Which lines of the data contain the string "dead"? Copy every one.

[Saved entries]
-*-*-

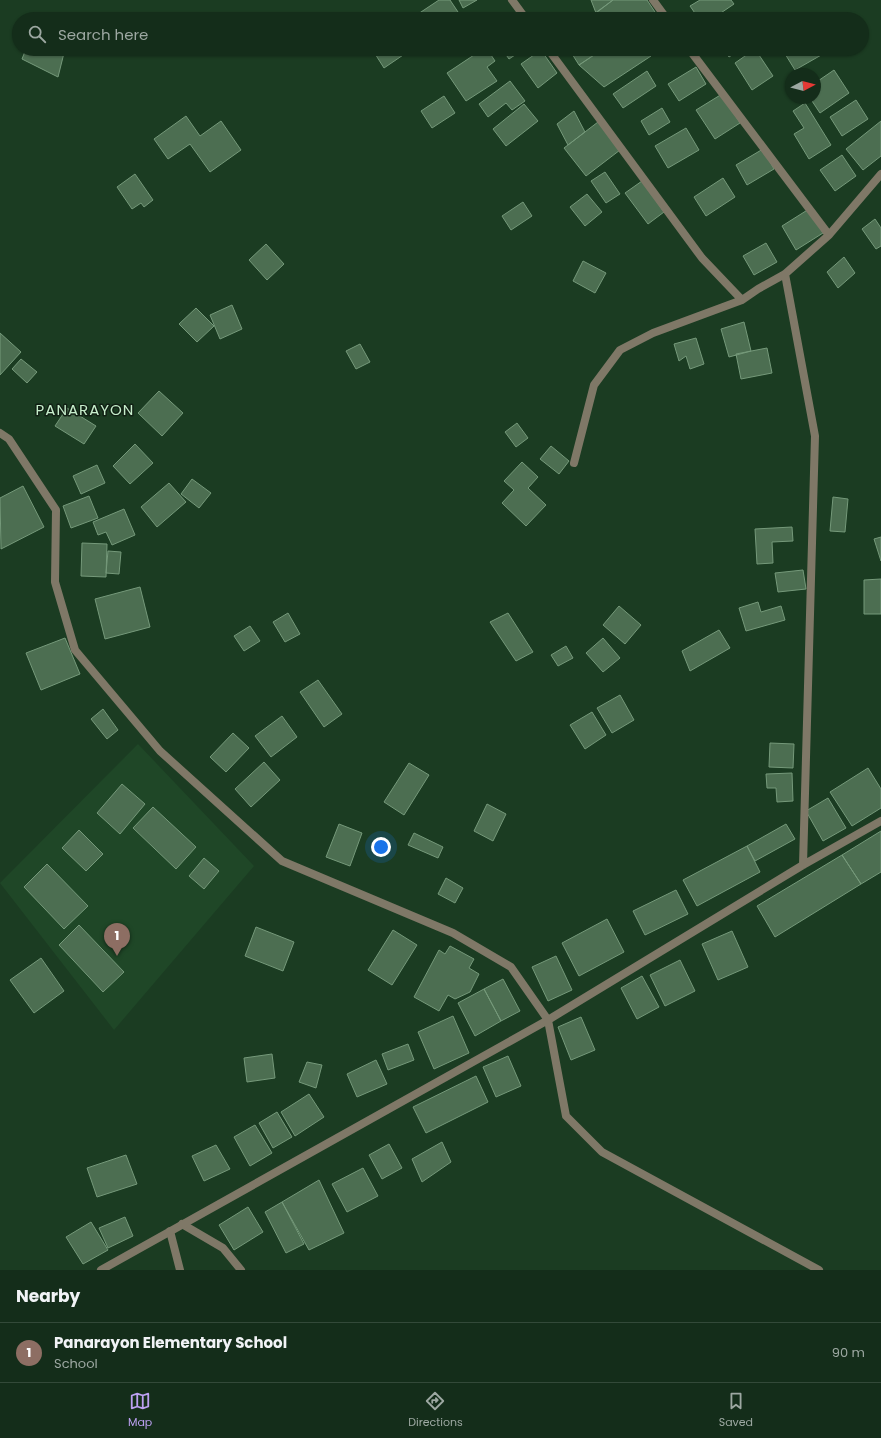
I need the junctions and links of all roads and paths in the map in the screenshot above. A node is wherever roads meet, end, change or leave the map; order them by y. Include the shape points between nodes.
1 (512, 0) edge
2 (652, 0) edge
3 (521, 12) edge
4 (661, 12) edge
5 (553, 56) edge
6 (694, 56) edge
7 (881, 174) edge
8 (829, 235) junction
9 (785, 274) junction
10 (742, 300) junction
11 (0, 432) edge
12 (574, 463) dead end
13 (881, 821) edge
14 (803, 865) junction
15 (548, 1020) junction
16 (182, 1224) junction
17 (170, 1231) junction
18 (101, 1270) edge
19 (180, 1270) edge
20 (241, 1270) edge
21 (819, 1270) edge

1 - 3 street
2 - 4 street
5 - 10 street via 702,258
6 - 8 street
7 - 8 street
8 - 9 street
9 - 10 street
9 - 14 street via 815,436
10 - 12 street via 653,333 620,350 594,385
11 - 15 street via 9,439 56,510 55,582 76,650 160,751 282,861 453,933 511,967
13 - 14 street
14 - 15 street
15 - 16 street
15 - 21 street via 566,1116 602,1152
16 - 17 street
16 - 20 street via 223,1248
17 - 18 street
17 - 19 street

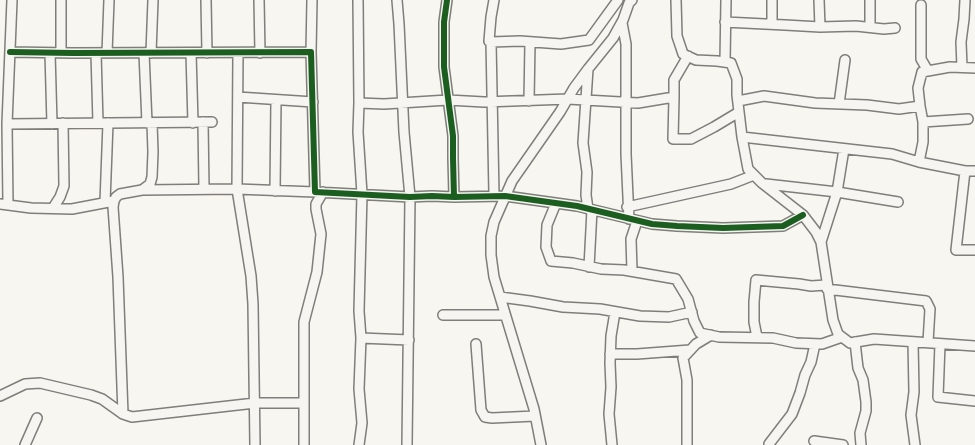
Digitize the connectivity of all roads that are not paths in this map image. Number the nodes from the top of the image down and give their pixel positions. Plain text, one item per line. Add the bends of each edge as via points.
1 (12, 0) edge
2 (61, 0) edge
3 (109, 0) edge
4 (153, 0) edge
5 (206, 0) edge
6 (259, 0) edge
7 (312, 0) edge
8 (358, 0) edge
9 (397, 0) edge
10 (447, 0) edge
11 (494, 0) edge
12 (618, 0) edge
13 (632, 0) edge
14 (676, 0) edge
15 (726, 0) edge
16 (772, 0) edge
17 (819, 0) edge
18 (870, 0) edge
19 (965, 0) edge
20 (921, 5) dead end
21 (725, 22) junction
22 (622, 23) junction
23 (772, 24) junction
24 (870, 27) junction
25 (820, 28) junction
26 (895, 28) dead end
27 (491, 42) junction
28 (530, 42) junction
29 (10, 52) junction
30 (260, 52) junction
31 (311, 52) junction
32 (50, 53) junction
33 (61, 53) junction
34 (96, 53) junction
35 (107, 53) junction
36 (148, 53) junction
37 (191, 53) junction
38 (207, 53) junction
39 (238, 53) junction
40 (688, 56) junction
41 (845, 60) dead end
42 (725, 62) junction
43 (962, 67) junction
44 (975, 68) edge
45 (588, 69) junction
46 (928, 71) junction
47 (238, 97) junction
48 (674, 97) junction
49 (568, 99) junction
50 (586, 99) junction
51 (276, 100) junction
52 (448, 100) junction
53 (529, 101) junction
54 (738, 101) junction
55 (313, 102) junction
56 (402, 102) junction
57 (491, 102) junction
58 (359, 103) junction
59 (626, 103) junction
60 (839, 104) junction
61 (920, 106) junction
62 (739, 112) junction
63 (968, 119) dead end
64 (923, 122) junction
65 (63, 123) junction
66 (98, 123) junction
67 (108, 123) junction
68 (149, 123) junction
69 (193, 123) junction
70 (7, 124) junction
71 (52, 124) junction
72 (742, 137) junction
73 (844, 150) junction
74 (919, 162) junction
75 (965, 171) junction
76 (975, 171) edge
77 (754, 175) junction
78 (764, 184) junction
79 (204, 189) junction
80 (238, 189) junction
81 (142, 190) junction
82 (275, 190) junction
83 (319, 192) junction
84 (837, 192) junction
85 (362, 194) junction
86 (494, 195) junction
87 (505, 196) junction
88 (410, 197) junction
89 (454, 197) junction
90 (110, 202) junction
91 (898, 202) dead end
92 (556, 203) junction
93 (4, 205) edge
94 (627, 207) junction
95 (53, 208) junction
96 (590, 210) junction
97 (803, 214) junction
98 (633, 220) junction
99 (821, 242) junction
100 (975, 250) edge
101 (589, 267) junction
102 (632, 271) junction
103 (827, 287) junction
104 (500, 297) junction
105 (615, 312) junction
106 (692, 312) junction
107 (505, 315) junction
108 (443, 316) dead end
109 (711, 335) junction
110 (757, 337) junction
111 (842, 337) junction
112 (361, 338) junction
113 (409, 340) junction
114 (855, 342) junction
115 (912, 342) junction
116 (928, 342) junction
117 (476, 344) dead end
118 (815, 344) junction
119 (940, 344) junction
120 (975, 346) edge
121 (690, 350) junction
122 (610, 354) junction
123 (0, 396) edge
124 (975, 401) edge
125 (255, 403) junction
126 (304, 403) junction
127 (123, 414) junction
128 (535, 416) junction
129 (37, 418) dead end
130 (814, 442) dead end
131 (769, 444) edge
132 (25, 445) edge
133 (255, 445) edge
134 (304, 445) edge
135 (359, 445) edge
136 (407, 445) edge
137 (541, 445) edge
138 (612, 445) edge
139 (686, 445) edge
140 (844, 445) edge
141 (861, 445) edge
142 (915, 445) edge

1 - 29 street
2 - 33 street
3 - 35 street
4 - 36 street
5 - 38 street
6 - 30 street
7 - 31 street
8 - 58 street
9 - 56 street
10 - 52 street via 444,22 444,67
11 - 27 street via 490,17
12 - 28 street via 589,40 561,44
13 - 22 street via 626,8
14 - 40 street via 677,36 683,54
15 - 21 street
16 - 23 street
17 - 25 street
18 - 24 street
19 - 43 street via 961,42
20 - 46 street via 921,59
21 - 23 street
21 - 42 street
22 - 45 street
22 - 59 street via 626,44
23 - 25 street
24 - 25 street
24 - 26 street
27 - 28 street
27 - 57 street
28 - 53 street
29 - 32 street
29 - 70 street
30 - 31 street
30 - 39 street
31 - 55 street
32 - 33 street
32 - 71 street
33 - 34 street
34 - 35 street
34 - 66 street
35 - 36 street
36 - 37 street
36 - 68 street
37 - 38 street
37 - 69 street
38 - 39 street
39 - 47 street
40 - 42 street via 696,60
40 - 48 street via 674,80
41 - 60 street
42 - 54 street via 731,63 737,79
43 - 44 street
43 - 46 street
45 - 49 street
45 - 50 street
46 - 61 street via 922,72 918,88
47 - 51 street
47 - 80 street
48 - 59 street
48 - 62 street via 673,139 691,139
49 - 50 street
49 - 53 street
49 - 87 street
50 - 59 street
50 - 96 street via 584,143 586,195
51 - 55 street
51 - 82 street
52 - 56 street
52 - 57 street
52 - 89 street via 453,136
53 - 57 street
54 - 60 street via 764,96
54 - 62 street
55 - 83 street
56 - 58 street
56 - 88 street
57 - 86 street
58 - 85 street
59 - 94 street
60 - 61 street via 899,109
61 - 64 street
62 - 72 street
63 - 64 street
64 - 74 street
65 - 66 street
65 - 71 street
65 - 95 street via 64,186
66 - 67 street
67 - 68 street
67 - 90 street
68 - 69 street
68 - 81 street via 152,177 150,184
69 - 79 street via 208,122
70 - 71 street
70 - 93 street
72 - 73 street
72 - 77 street via 748,169
73 - 74 street via 892,154
73 - 84 street
74 - 75 street
75 - 76 street
75 - 100 street via 956,250
77 - 78 street
77 - 94 street via 731,184
78 - 84 street
78 - 97 street
79 - 80 street
79 - 81 street
80 - 82 street
80 - 125 street via 251,276
81 - 90 street via 120,194
82 - 83 street
83 - 85 street
83 - 126 street via 316,210 321,234 317,272 304,322
84 - 91 street
84 - 99 street
85 - 88 street
85 - 112 street via 359,311
86 - 87 street
86 - 89 street
87 - 92 street
87 - 104 street via 491,236 494,277
88 - 89 street
88 - 113 street
90 - 95 street via 72,209
90 - 127 street via 118,277
92 - 96 street
92 - 101 street via 546,225 546,247 550,261
93 - 95 street
94 - 98 street
96 - 98 street
96 - 101 street
97 - 98 street via 783,226 684,227
97 - 99 street
98 - 102 street
99 - 103 street
101 - 102 street
102 - 106 street via 676,279 688,299
103 - 110 street via 756,280 754,322
103 - 111 street via 833,320 838,334
103 - 116 street via 926,301 930,309
104 - 105 street
104 - 107 street
105 - 106 street via 640,316 669,316
105 - 122 street
106 - 109 street via 700,333
107 - 108 street
107 - 128 street
109 - 110 street
109 - 121 street
110 - 118 street
111 - 114 street via 850,343
111 - 118 street
112 - 113 street
112 - 135 street via 359,389 362,423
113 - 136 street
114 - 115 street via 874,339
114 - 141 street via 866,402 860,433
115 - 116 street
115 - 142 street via 914,392 911,415
116 - 119 street
117 - 128 street via 481,410 485,417
118 - 131 street via 792,414
119 - 120 street
119 - 124 street via 938,397
121 - 122 street
121 - 139 street via 683,358 687,380
122 - 138 street via 609,414
123 - 127 street via 26,384 40,383 97,397
125 - 126 street
125 - 127 street via 137,416
125 - 133 street
126 - 134 street
128 - 137 street
129 - 132 street
130 - 140 street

-*-*-

WRITTEN SOLUTION:
12 (574, 463) dead end
20 (921, 5) dead end
26 (895, 28) dead end
41 (845, 60) dead end
63 (968, 119) dead end
91 (898, 202) dead end
108 (443, 316) dead end
117 (476, 344) dead end
129 (37, 418) dead end
130 (814, 442) dead end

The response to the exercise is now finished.